Do you play fantasy baseball?
Yes, I'm in two leagues. One is made up of my friends from high school, college, and summer camp, while I'm partners with my best friend from high school in the other one. I've been playing since 1988 (I still call it Rotisserie Baseball), and while I enjoy the game itself, it really allows me to keep in touch with friends during the season, something that isn't very easy at times. Nothing keeps guys in contact with each other like good old-fashioned trash talk.
People always think I'll have some big advantage because of my job, but most of the time, my job winds up hurting me more than helping. Like the year I was convinced Jeff Weaver would win twenty games for the Yankees, so I drafted him on both teams. And he stunk. My partner hasn't let me forget that one, and he usually brings it up when I tell him about a guy I think will have a huge year during the spring.
Do you have a series prediction? Will it be more fun — or even better for the paper — to cover the team if they win the Series, or if they lose to the Angels?
Yankees in seven. I think those three wins over the Angels in September helped the Yankees get past the whole "We can't beat those guys" thing, and unlike 2005, they have much better pitching. The Angels' bullpen also isn't nearly as strong as the ones they've had in the past, while the Yankees' bullpen is as good as it's been in recent memory.

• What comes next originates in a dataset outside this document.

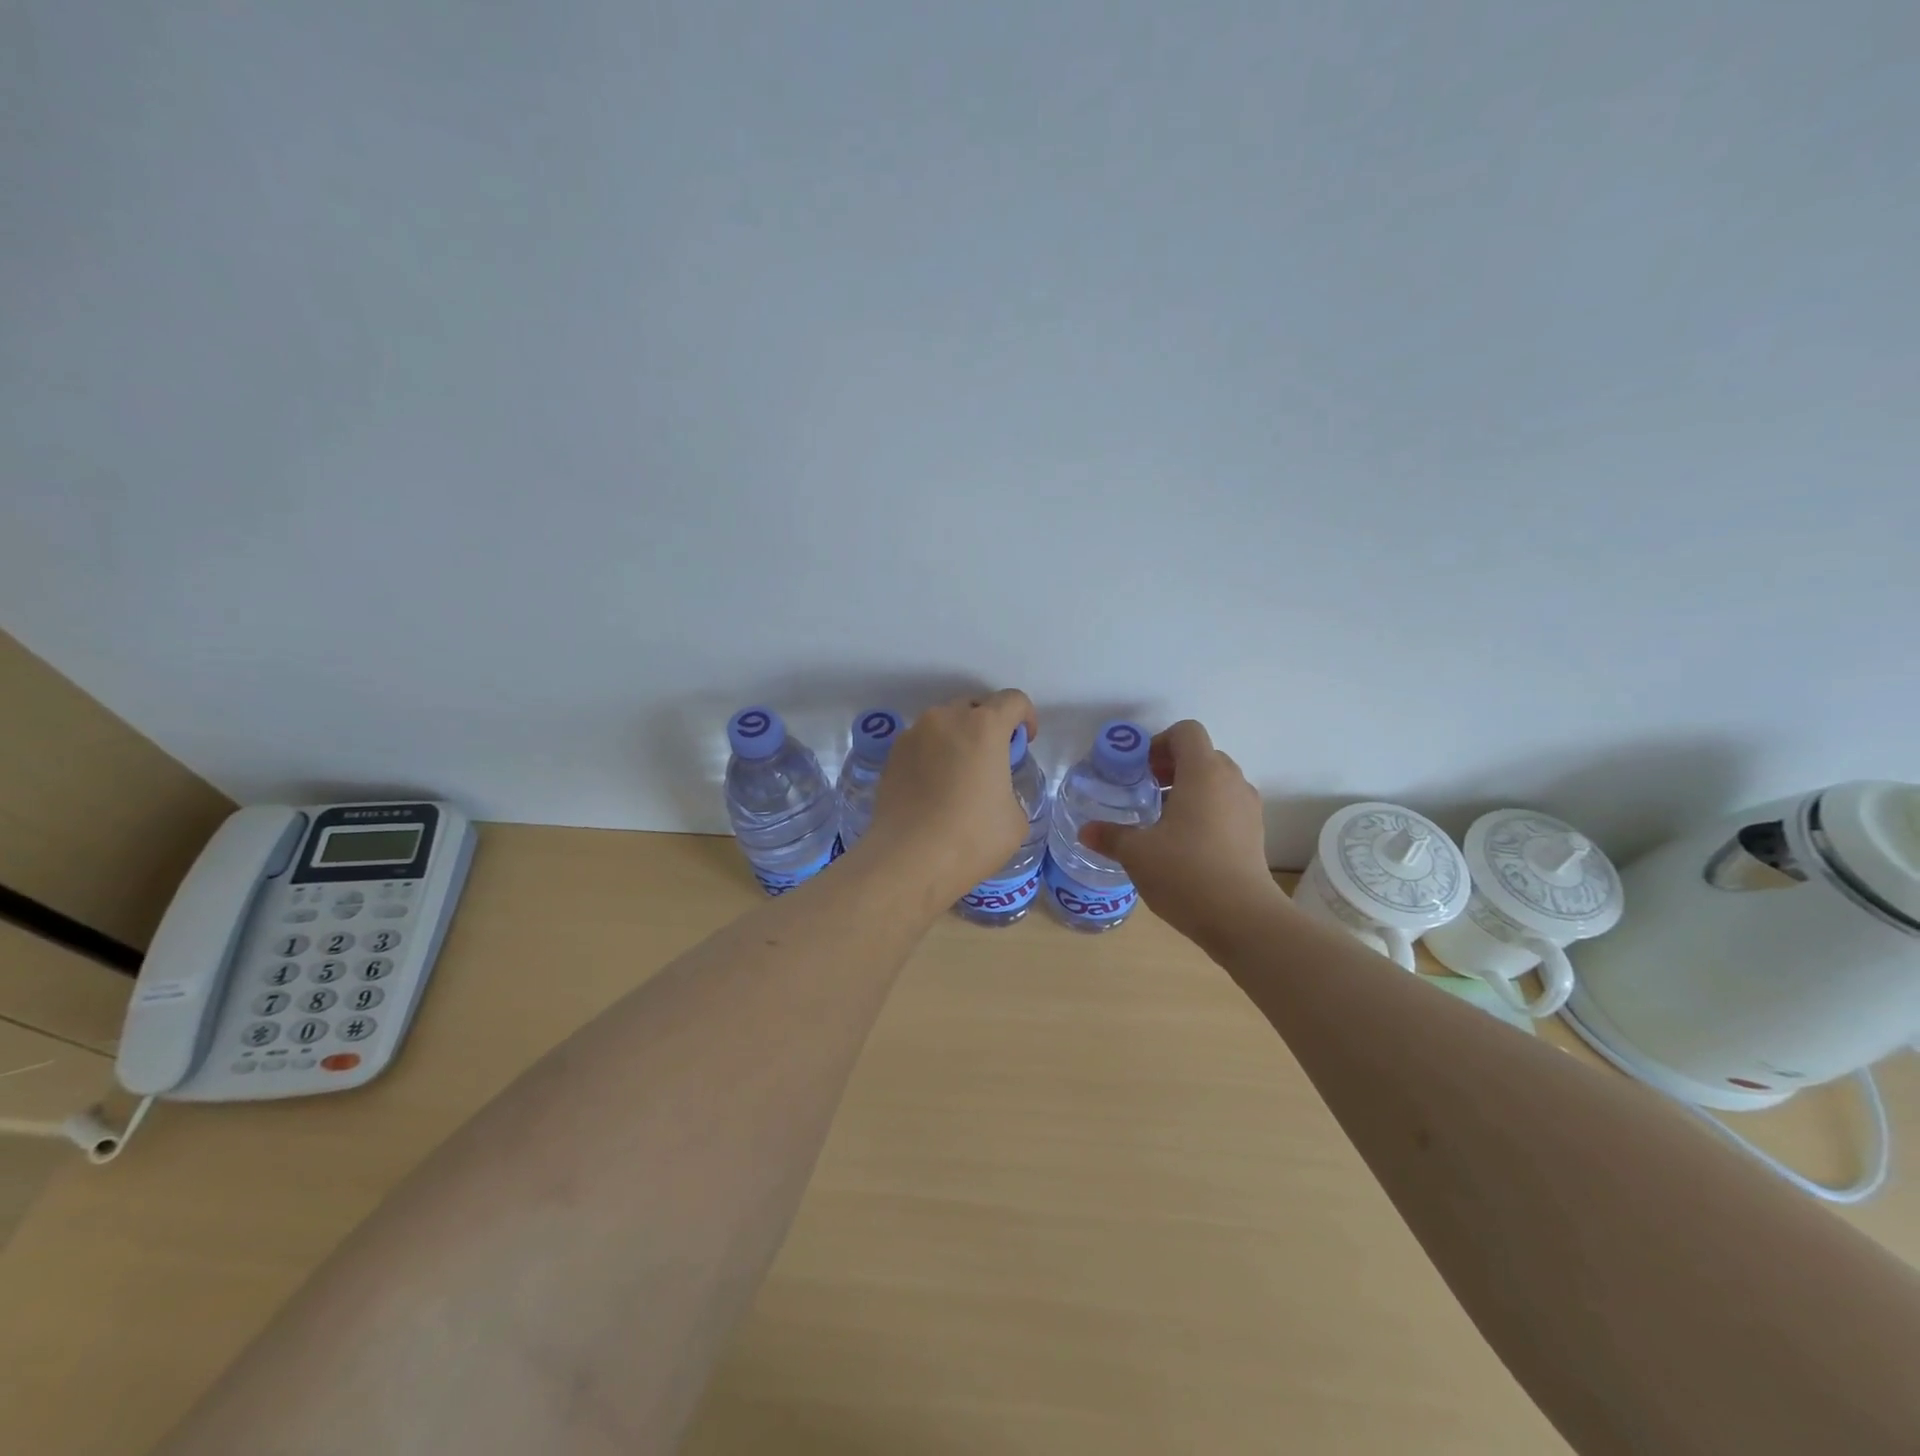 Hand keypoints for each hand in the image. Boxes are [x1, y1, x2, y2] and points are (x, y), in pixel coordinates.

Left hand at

I've never covered a World Series champion (I joined the beat in 2001), so I think it would be a lot of fun to see them win it all and experience that whole ride. The 2001 playoffs were an incredible experience, but they lost Game 7, so we didn't get to cover the final Champagne celebration or the parade. I think this team has what it takes, but the Angels will be a tough challenge. As for the paper, it has to be a good thing if they win, because fans love reading about their team when it's winning. Wouldn't you?